_Required work_
An exact reproduction of each record is required.

_Exercise material_
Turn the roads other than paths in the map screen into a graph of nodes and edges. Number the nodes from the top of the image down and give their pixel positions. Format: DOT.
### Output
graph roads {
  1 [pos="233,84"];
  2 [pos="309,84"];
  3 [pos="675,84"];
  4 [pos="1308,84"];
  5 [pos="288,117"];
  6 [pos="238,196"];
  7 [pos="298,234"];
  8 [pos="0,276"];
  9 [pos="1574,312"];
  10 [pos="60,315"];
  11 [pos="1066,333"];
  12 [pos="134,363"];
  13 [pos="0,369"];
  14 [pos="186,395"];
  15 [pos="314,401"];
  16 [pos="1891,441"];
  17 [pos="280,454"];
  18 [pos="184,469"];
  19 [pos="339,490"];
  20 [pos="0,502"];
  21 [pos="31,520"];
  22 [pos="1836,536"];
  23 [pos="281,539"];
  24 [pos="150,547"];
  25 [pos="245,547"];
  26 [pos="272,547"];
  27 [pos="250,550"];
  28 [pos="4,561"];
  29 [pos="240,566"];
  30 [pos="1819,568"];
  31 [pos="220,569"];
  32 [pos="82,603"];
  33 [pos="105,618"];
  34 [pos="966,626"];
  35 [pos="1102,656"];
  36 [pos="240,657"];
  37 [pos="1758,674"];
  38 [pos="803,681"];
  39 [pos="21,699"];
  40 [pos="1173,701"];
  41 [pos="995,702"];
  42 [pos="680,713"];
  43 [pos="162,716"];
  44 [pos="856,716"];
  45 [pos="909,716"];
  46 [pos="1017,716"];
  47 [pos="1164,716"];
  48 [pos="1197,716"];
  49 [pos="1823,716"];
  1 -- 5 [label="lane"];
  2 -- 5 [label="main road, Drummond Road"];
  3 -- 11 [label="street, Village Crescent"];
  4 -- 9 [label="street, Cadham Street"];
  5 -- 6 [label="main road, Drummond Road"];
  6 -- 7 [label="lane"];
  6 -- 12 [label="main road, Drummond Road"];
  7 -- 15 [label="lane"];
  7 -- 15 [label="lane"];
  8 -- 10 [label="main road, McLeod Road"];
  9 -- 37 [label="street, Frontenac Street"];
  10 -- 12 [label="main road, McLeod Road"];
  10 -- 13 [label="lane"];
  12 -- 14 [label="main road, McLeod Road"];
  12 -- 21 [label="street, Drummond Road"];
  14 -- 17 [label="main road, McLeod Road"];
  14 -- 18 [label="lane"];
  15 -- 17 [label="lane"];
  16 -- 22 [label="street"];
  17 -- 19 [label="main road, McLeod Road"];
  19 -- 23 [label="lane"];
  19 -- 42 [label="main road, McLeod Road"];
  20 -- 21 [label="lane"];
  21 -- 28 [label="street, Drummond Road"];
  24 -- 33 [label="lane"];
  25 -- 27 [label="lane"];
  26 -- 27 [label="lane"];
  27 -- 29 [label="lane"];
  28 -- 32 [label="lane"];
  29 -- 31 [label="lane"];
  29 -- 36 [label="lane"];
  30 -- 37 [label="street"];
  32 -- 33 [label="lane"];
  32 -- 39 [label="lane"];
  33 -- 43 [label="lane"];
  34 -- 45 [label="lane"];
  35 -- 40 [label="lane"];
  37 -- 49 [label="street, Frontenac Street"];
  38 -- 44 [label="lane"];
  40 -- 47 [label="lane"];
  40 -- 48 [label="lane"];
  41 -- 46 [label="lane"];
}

_Answer section_
Turn the roads other than paths in the map screen into a graph of nodes and edges. Number the nodes from the top of the image down and give their pixel positions. Format: DOT.
### Output
graph roads {
  1 [pos="233,84"];
  2 [pos="309,84"];
  3 [pos="675,84"];
  4 [pos="1308,84"];
  5 [pos="288,117"];
  6 [pos="238,196"];
  7 [pos="298,234"];
  8 [pos="0,276"];
  9 [pos="1574,312"];
  10 [pos="60,315"];
  11 [pos="1066,333"];
  12 [pos="134,363"];
  13 [pos="0,369"];
  14 [pos="186,395"];
  15 [pos="314,401"];
  16 [pos="1891,441"];
  17 [pos="280,454"];
  18 [pos="184,469"];
  19 [pos="339,490"];
  20 [pos="0,502"];
  21 [pos="31,520"];
  22 [pos="1836,536"];
  23 [pos="281,539"];
  24 [pos="150,547"];
  25 [pos="245,547"];
  26 [pos="272,547"];
  27 [pos="250,550"];
  28 [pos="4,561"];
  29 [pos="240,566"];
  30 [pos="1819,568"];
  31 [pos="220,569"];
  32 [pos="82,603"];
  33 [pos="105,618"];
  34 [pos="966,626"];
  35 [pos="1102,656"];
  36 [pos="240,657"];
  37 [pos="1758,674"];
  38 [pos="803,681"];
  39 [pos="21,699"];
  40 [pos="1173,701"];
  41 [pos="995,702"];
  42 [pos="680,713"];
  43 [pos="162,716"];
  44 [pos="856,716"];
  45 [pos="909,716"];
  46 [pos="1017,716"];
  47 [pos="1164,716"];
  48 [pos="1197,716"];
  49 [pos="1823,716"];
  1 -- 5 [label="lane"];
  2 -- 5 [label="main road, Drummond Road"];
  3 -- 11 [label="street, Village Crescent"];
  4 -- 9 [label="street, Cadham Street"];
  5 -- 6 [label="main road, Drummond Road"];
  6 -- 7 [label="lane"];
  6 -- 12 [label="main road, Drummond Road"];
  7 -- 15 [label="lane"];
  7 -- 15 [label="lane"];
  8 -- 10 [label="main road, McLeod Road"];
  9 -- 37 [label="street, Frontenac Street"];
  10 -- 12 [label="main road, McLeod Road"];
  10 -- 13 [label="lane"];
  12 -- 14 [label="main road, McLeod Road"];
  12 -- 21 [label="street, Drummond Road"];
  14 -- 17 [label="main road, McLeod Road"];
  14 -- 18 [label="lane"];
  15 -- 17 [label="lane"];
  16 -- 22 [label="street"];
  17 -- 19 [label="main road, McLeod Road"];
  19 -- 23 [label="lane"];
  19 -- 42 [label="main road, McLeod Road"];
  20 -- 21 [label="lane"];
  21 -- 28 [label="street, Drummond Road"];
  24 -- 33 [label="lane"];
  25 -- 27 [label="lane"];
  26 -- 27 [label="lane"];
  27 -- 29 [label="lane"];
  28 -- 32 [label="lane"];
  29 -- 31 [label="lane"];
  29 -- 36 [label="lane"];
  30 -- 37 [label="street"];
  32 -- 33 [label="lane"];
  32 -- 39 [label="lane"];
  33 -- 43 [label="lane"];
  34 -- 45 [label="lane"];
  35 -- 40 [label="lane"];
  37 -- 49 [label="street, Frontenac Street"];
  38 -- 44 [label="lane"];
  40 -- 47 [label="lane"];
  40 -- 48 [label="lane"];
  41 -- 46 [label="lane"];
}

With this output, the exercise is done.